I think one thing that really surprised me within vaping culture today was the surprise that any one of the celebrities who we adore may actually be a secret vaper.  So much so, that the media seem to highlight it every single time it is found out.  Huge actors such as Johnny Depp, Leonardo De Caprio, Jack Nicholson, and Gary Oldman may well be the face of the vaping culture on the silver screen due to the influence they have.  It seems it is slowly being adopted publicly by the rich and famous, and this can only be a good thing for the industry as a whole.  Never mind your local man down the street; if huge actors are seen supporting vaping, then it contributes support, as well as backlash.  The point is though, many of these actors probably have smoked on screen, so to see them giving up is a huge positive.  Over on our screens however, there is a much slower rate of acceptance, and this may need to change to really push forward for the greater good.  Shows such as The Simpsons have portrayed vaping in a negative tone, as well as other shows associating them with ‘hipsters’.  It is not all bad news though: House of Cards famously promoted vaping, there have been product placements in shows, and even John Cusack, vaping enthusiast, featured it throughout his 2014 movie.  Overall, it seems that the more vaping grows in society, the more apparent it seems to be on screen.  Having Hollywood or TV companies recognising vaping exists can’t be a bad thing for us all.
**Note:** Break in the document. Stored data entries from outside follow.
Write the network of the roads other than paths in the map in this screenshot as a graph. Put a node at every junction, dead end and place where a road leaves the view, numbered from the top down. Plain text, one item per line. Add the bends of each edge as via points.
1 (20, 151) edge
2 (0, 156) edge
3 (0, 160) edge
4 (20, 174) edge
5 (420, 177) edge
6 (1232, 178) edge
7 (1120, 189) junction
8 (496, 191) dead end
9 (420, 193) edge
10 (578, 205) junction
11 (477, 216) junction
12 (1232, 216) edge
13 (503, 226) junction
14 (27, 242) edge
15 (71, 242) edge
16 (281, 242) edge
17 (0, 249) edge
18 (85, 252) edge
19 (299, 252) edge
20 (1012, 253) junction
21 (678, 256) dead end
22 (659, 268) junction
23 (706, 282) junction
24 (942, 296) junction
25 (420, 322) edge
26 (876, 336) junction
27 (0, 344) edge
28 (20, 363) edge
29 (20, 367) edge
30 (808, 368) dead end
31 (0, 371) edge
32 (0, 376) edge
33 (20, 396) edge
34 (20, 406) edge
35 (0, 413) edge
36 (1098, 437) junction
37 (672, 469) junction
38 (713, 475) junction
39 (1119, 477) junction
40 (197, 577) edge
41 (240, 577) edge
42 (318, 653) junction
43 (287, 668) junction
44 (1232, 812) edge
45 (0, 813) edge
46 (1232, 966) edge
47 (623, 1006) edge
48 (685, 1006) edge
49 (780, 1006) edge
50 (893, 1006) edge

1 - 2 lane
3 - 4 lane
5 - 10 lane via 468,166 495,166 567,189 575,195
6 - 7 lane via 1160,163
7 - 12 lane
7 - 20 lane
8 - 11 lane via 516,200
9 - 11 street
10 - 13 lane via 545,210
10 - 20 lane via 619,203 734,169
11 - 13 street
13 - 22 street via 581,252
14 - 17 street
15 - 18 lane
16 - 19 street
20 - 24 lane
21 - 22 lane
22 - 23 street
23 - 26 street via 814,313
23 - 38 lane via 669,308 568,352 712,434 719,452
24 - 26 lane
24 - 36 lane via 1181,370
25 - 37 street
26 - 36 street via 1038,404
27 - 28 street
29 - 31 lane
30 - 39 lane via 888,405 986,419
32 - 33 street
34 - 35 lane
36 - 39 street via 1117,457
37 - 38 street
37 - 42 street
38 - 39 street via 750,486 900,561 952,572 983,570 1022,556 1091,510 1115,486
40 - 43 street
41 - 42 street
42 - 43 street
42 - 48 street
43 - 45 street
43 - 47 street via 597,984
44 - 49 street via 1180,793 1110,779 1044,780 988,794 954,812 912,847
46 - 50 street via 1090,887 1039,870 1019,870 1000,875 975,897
Coming back down to my computer, as I write this, it is fascinating to see how much vaping is growing within our culture.  Long gone are the days where it was portrayed as the enemy in a world full of tobacco, instead we are are growing as a society in so many ways.  The most amazing thing to see despite the negative media stories, is to see it normalised in every day walks of life.  More and more people adopt vaping and quit smoking and this is where it needs to be highlighted so much more than a TV show or actor.  Each person you see on the street who has quit, that could be another life potentially saved.  Even I have family members who have made the switch and seen the benefits of quitting smoking altogether.  To have that all around is is fantastic, all we can ask for and from that we can grow as a community.  Whether it be via stores or online to make connections, whether it be hobbyists or simple quitters, no matter age/sex/race we are all being connected by this one thing.  That, for me is what makes things so special to see it grow within our culture, we are connecting in ways we would never have imagined and saving our lives in the process.